Thalassemia disease is an inherited blood disorder that involves the reduced or absent synthesis of haemoglobin. This condition can result in severe anaemia which in turn has numerous health complications. It is, therefore, important to have knowledge about the thalassemia symptoms to enable one to identify, manage, and enhance the quality of life of affected people.
Understanding Thalassemia Meaning
Thalassemia meaning can be described as a group of hereditary conditions characterised by abnormally low levels of haemoglobin. Haemoglobin is used in the transportation of oxygen from the lungs to the other parts of the body and, in return, carries carbon dioxide to the lungs for exhalation. In thalassemia, the haemoglobin molecules are either deficient or abnormal and this results in a shortage of red blood cells, a condition referred to as anaemia. Thalassemia disease needs to be managed throughout life in order to prevent complications.
Thalassemia Symptoms
The thalassemia symptoms depend on the degree of the disease and the thalassemia types present.
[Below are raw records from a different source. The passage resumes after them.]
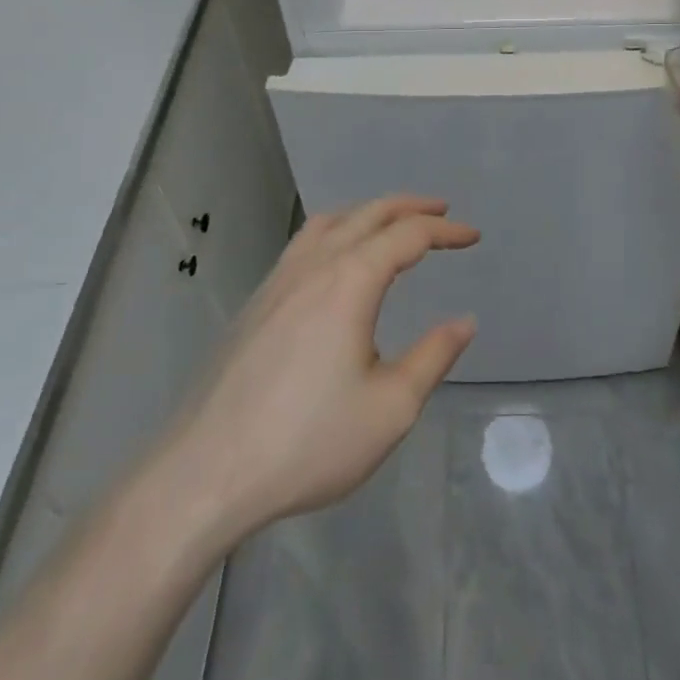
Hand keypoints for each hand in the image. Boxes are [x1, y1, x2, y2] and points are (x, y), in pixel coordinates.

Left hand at [158, 196, 477, 547]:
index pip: (408, 235)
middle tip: (442, 211)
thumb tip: (464, 322)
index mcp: (350, 280)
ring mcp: (279, 279)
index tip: (473, 236)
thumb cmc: (307, 441)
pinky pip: (304, 242)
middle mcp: (314, 264)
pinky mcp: (257, 301)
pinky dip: (336, 230)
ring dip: (369, 213)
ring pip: (330, 221)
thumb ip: (433, 357)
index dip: (445, 231)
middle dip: (410, 207)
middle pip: (369, 214)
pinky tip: (336, 260)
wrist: (206, 471)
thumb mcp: (390, 408)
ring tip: (392, 223)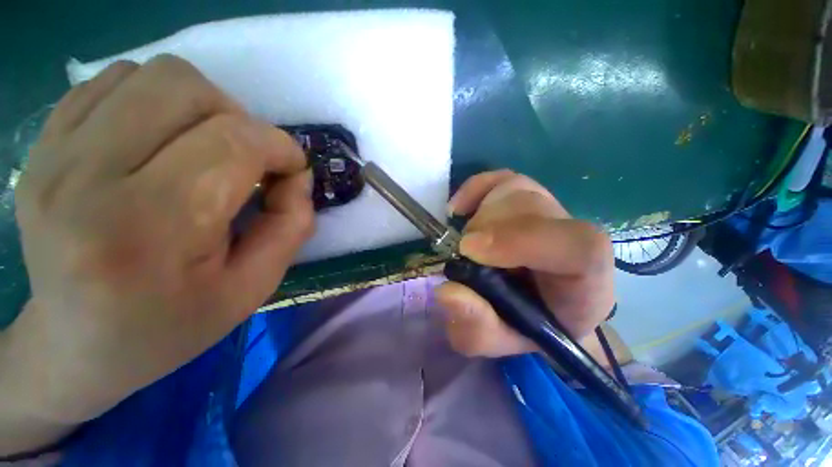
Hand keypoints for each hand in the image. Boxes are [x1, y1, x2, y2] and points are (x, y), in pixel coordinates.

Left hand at [5, 56, 313, 433]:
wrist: (70, 346)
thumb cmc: (169, 330)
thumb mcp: (252, 286)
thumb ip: (286, 222)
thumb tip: (294, 177)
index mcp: (149, 223)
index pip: (237, 143)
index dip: (281, 150)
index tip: (294, 173)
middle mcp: (94, 172)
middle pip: (193, 92)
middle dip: (246, 123)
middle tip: (256, 161)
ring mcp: (58, 149)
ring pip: (156, 75)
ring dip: (205, 106)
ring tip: (214, 149)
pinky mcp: (46, 141)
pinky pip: (119, 84)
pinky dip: (159, 101)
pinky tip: (164, 140)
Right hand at [436, 171, 614, 357]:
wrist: (541, 304)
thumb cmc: (526, 325)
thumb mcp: (499, 340)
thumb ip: (478, 328)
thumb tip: (447, 293)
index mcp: (585, 281)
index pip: (578, 246)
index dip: (520, 239)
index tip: (469, 251)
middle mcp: (573, 236)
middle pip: (531, 210)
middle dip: (484, 231)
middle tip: (463, 257)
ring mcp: (551, 209)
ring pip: (513, 191)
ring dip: (479, 217)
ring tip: (468, 246)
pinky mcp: (527, 195)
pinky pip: (501, 178)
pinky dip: (475, 189)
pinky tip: (460, 209)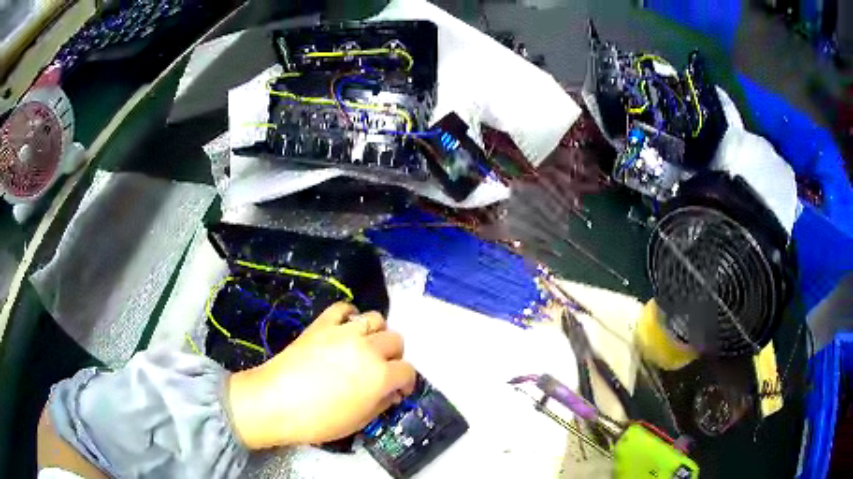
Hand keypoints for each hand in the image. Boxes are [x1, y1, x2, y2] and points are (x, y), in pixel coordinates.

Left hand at [227, 302, 416, 449]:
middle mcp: (368, 348)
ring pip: (376, 319)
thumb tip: (391, 392)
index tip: (398, 391)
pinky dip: (350, 316)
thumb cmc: (319, 421)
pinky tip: (345, 330)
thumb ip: (382, 404)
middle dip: (394, 357)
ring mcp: (344, 332)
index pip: (407, 371)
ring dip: (377, 334)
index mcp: (381, 375)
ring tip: (365, 348)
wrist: (275, 402)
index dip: (406, 382)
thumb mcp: (359, 422)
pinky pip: (343, 309)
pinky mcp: (322, 324)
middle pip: (396, 340)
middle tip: (382, 370)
Common symptoms include:
Fatigue and Weakness:
Because of anaemia, people with thalassemia easily get tired and feel weak because their body tissues are not getting enough oxygen.
Pale or Yellowish Skin:
If the body does not produce healthy red blood cells, the skin may turn pale or yellowish, which is known as jaundice.
Facial Bone Deformities:
In severe cases, the bone marrow becomes overactive in the production of red blood cells and this causes abnormal growth and deformities especially of the facial bones.
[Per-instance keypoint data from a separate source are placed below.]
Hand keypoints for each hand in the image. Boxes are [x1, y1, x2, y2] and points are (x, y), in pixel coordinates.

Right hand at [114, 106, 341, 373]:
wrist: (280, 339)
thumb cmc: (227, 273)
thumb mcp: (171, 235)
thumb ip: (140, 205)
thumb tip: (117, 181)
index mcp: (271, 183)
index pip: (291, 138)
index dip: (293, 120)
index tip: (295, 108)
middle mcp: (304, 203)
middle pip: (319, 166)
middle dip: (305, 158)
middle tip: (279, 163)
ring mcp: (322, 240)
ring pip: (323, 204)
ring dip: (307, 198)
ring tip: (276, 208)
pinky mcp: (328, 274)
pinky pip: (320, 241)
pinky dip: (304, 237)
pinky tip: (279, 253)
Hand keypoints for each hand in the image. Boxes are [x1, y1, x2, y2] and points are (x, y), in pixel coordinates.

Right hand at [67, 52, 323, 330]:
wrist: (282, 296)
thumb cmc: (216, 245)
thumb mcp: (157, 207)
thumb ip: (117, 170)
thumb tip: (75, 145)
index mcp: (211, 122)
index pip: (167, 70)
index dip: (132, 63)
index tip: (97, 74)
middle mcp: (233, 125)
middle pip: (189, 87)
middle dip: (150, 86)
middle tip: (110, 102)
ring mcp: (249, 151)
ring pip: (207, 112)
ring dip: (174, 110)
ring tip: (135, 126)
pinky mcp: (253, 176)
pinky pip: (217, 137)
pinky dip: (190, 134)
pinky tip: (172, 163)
Slow Growth and Delayed Puberty:
Sometimes thalassemia causes growth and developmental problems, and children and adolescents with thalassemia have delayed puberty
Dark Urine:
One of the thalassemia symptoms that is associated with jaundice is the dark coloration of the urine as a result of the breakdown of red blood cells.
Shortness of Breath:
Since red blood cells contain haemoglobin and are involved in the transport of oxygen, lack of them will cause breathing difficulties particularly when one is involved in some form of physical activity.
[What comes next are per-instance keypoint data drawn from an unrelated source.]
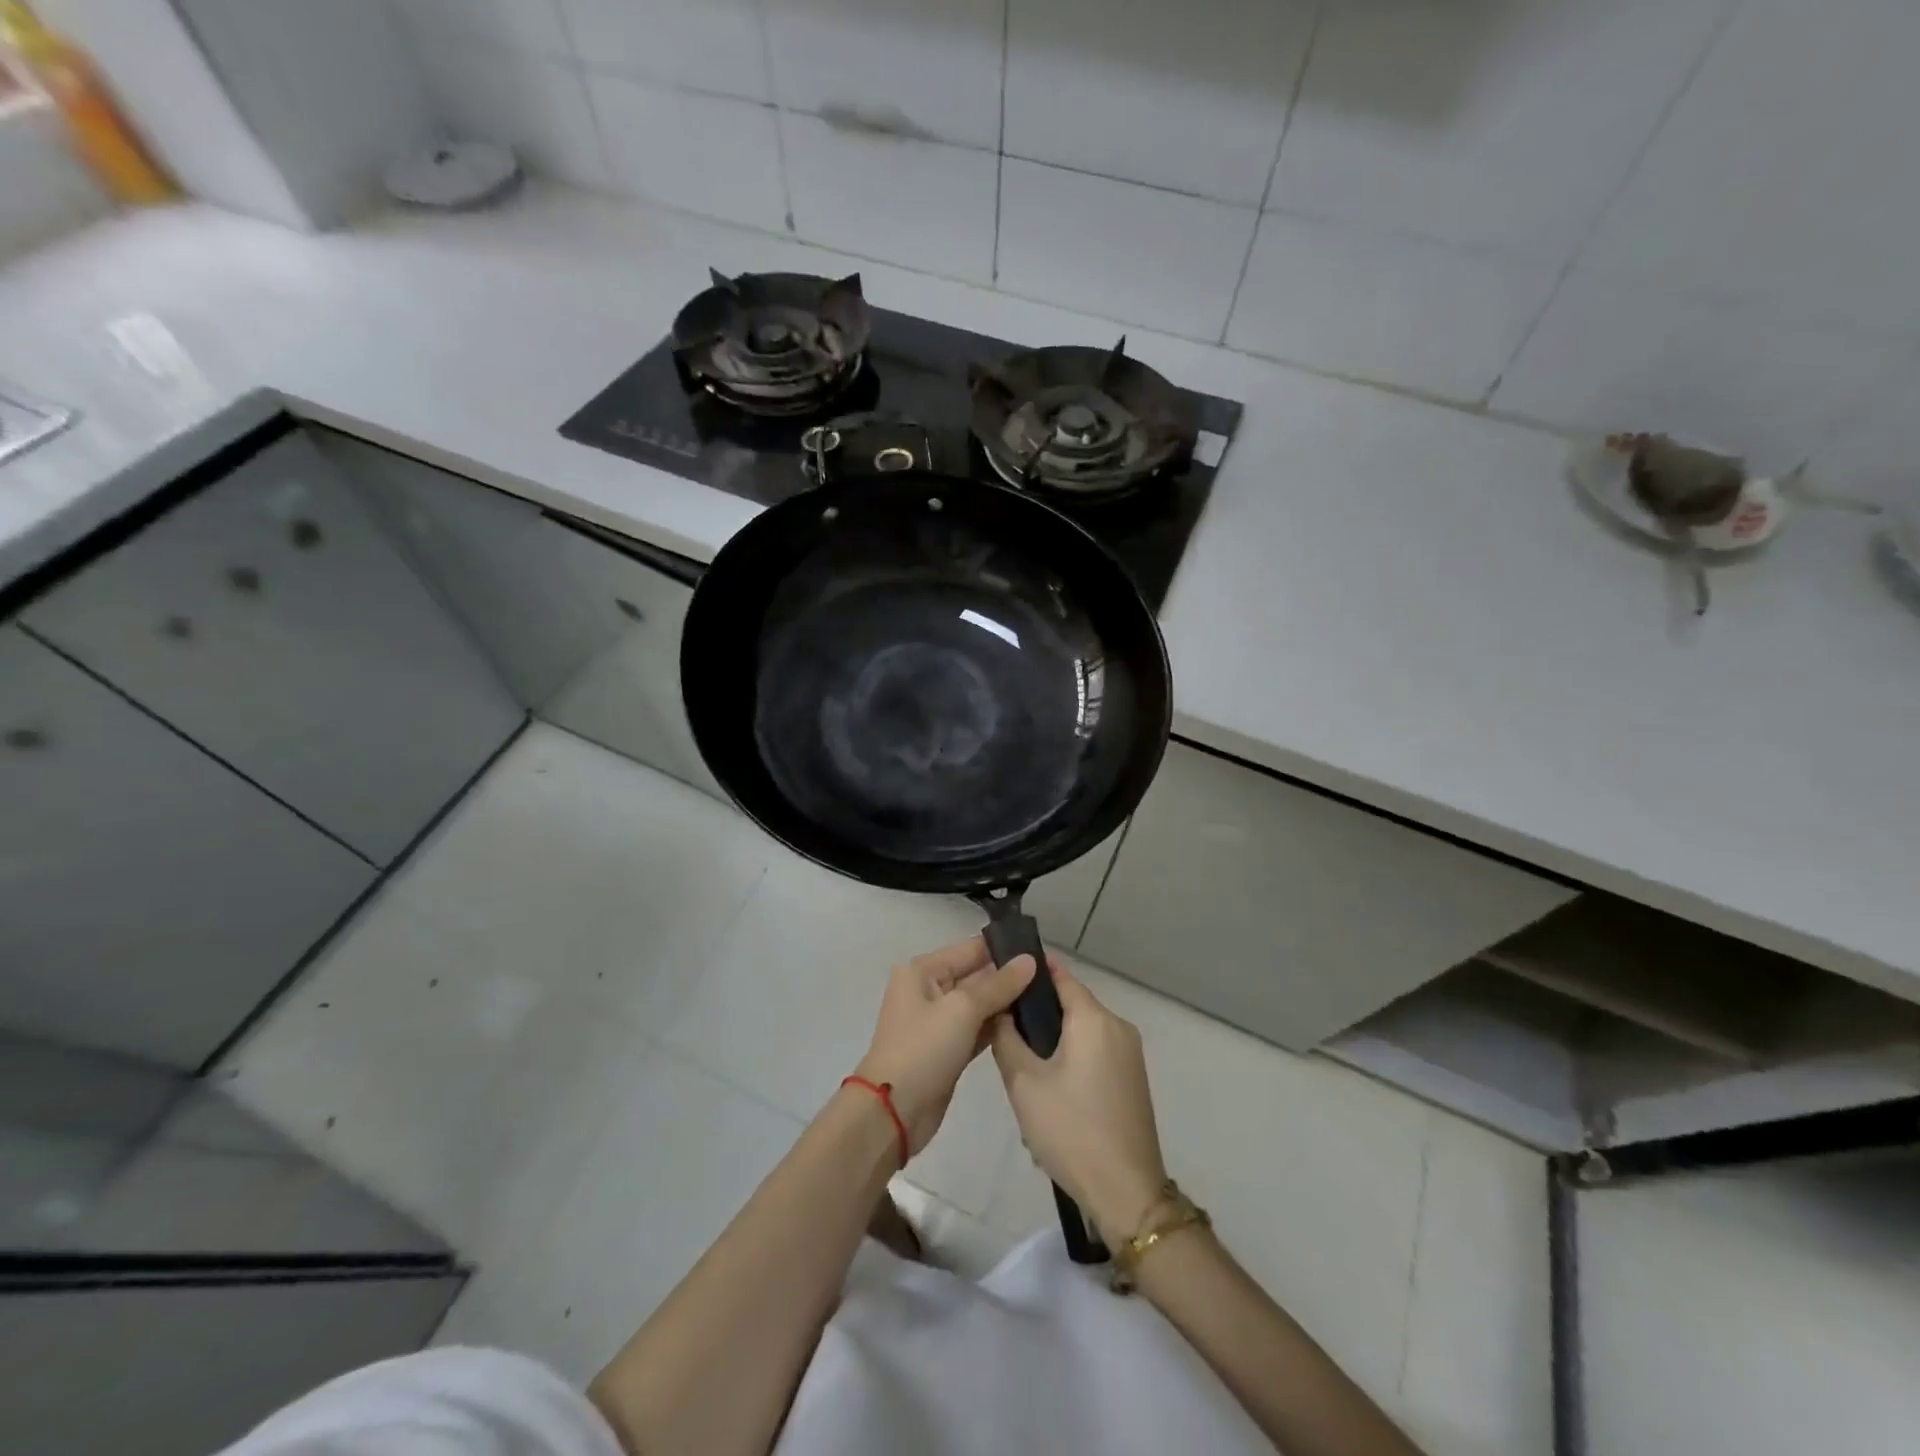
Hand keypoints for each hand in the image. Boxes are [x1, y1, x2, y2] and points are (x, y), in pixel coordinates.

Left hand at [853, 937, 1035, 1155]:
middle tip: (1051, 977)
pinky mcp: (948, 1048)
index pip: (970, 949)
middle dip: (1009, 977)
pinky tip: (1027, 1025)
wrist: (894, 1112)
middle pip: (976, 975)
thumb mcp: (962, 1009)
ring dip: (1006, 1003)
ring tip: (1047, 998)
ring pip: (979, 1004)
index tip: (1041, 951)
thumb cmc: (924, 1048)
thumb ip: (998, 984)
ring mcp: (938, 1021)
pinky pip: (977, 1028)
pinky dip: (997, 1027)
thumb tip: (1030, 960)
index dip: (1004, 949)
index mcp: (923, 970)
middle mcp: (929, 990)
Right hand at [992, 958, 1168, 1244]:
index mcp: (1094, 1019)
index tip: (1003, 973)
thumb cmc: (1071, 1130)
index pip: (1059, 976)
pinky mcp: (1133, 1078)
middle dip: (1038, 1011)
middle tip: (1003, 1027)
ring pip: (1083, 1030)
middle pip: (1072, 1003)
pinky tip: (1050, 1085)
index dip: (1031, 971)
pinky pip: (1096, 1051)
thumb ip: (1006, 1038)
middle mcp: (1117, 1026)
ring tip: (1021, 1060)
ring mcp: (1130, 1053)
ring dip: (1055, 1037)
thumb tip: (1000, 1010)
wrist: (1126, 1192)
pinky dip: (1072, 1055)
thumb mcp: (1024, 1083)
Enlarged Spleen (Splenomegaly):
This is because the spleen has to filter more blood to get rid of the defective red blood cells, which causes discomfort or pain in the left upper abdomen.
Heart Problems:
Long-term effects of severe anaemia include heart failure and arrhythmias because the heart has to work harder and pump oxygen-deficient blood.
Bone Problems:
It can also cause brittle bones and osteoporosis due to the excessive activity of bone marrow.
Thalassemia Causes
Thalassemia causes are genetic in origin. The disorder is inherited from parents through genes that have been mutated and affect the production of haemoglobin. When both parents are carriers of the thalassemia gene, there is a greater likelihood that the child will be born with the thalassemia disease. It is more common in people of Mediterranean, African or Southeast Asian origin but can affect any individual.
Thalassemia Types
Thalassemia disease is classified into two main types:
- Alpha Thalassemia, which results from the body’s inability to produce alpha-globin.
- Beta Thalassemia, which results from insufficient production of beta-globin.
Thalassemia Treatment
The management depends on thalassemia types and the severity of the condition. The main objective is to minimise thalassemia symptoms and avoid adverse effects. Patients with mild thalassemia traits, in most cases, don’t get recommended for comprehensive treatment. However, thalassemia treatment options are recommended for those who have a moderate-to-severe level; treatment options include:
Blood Transfusions:
Many patients with severe thalassemia require frequent blood transfusions to maintain their haemoglobin levels at safe levels. However, frequent transfusions can cause iron overload, which has to be well monitored.
Iron Chelation Therapy:
Because blood transfusion leads to the accumulation of iron in the body, iron chelation therapy is used to reduce iron levels and minimise the effects on organs.
Folic Acid Supplements:
Folic acid is usually recommended in cases of low red blood cell count.
Bone Marrow or Stem Cell Transplant:
Sometimes, a bone marrow or stem cell transplant from a compatible donor can be a thalassemia treatment. This procedure is most effective in children with severe thalassemia and is usually done when other options cannot be used.
Gene Therapy:
There is active research in the development of gene therapy as a cure for thalassemia. This thalassemia treatment seeks to replace the gene that is missing or mutated in the body so as to cure the disease.
Surgery:
If the spleen enlarges beyond its normal size then surgery to remove the spleen (splenectomy) may be required.
Conclusion
Thalassemia is a severe hereditary disease that has to be controlled throughout the patient’s life. It is crucial for people with thalassemia and their families to know about the thalassemia symptoms, thalassemia meaning, features of the disease, its causes, and the ways to treat it. Thalassemia is not fatal, but if diagnosed early and treated well, most patients can live normal lives. If you think you or someone you know might have thalassemia disease, it is advised to consult a doctor for diagnosis and management.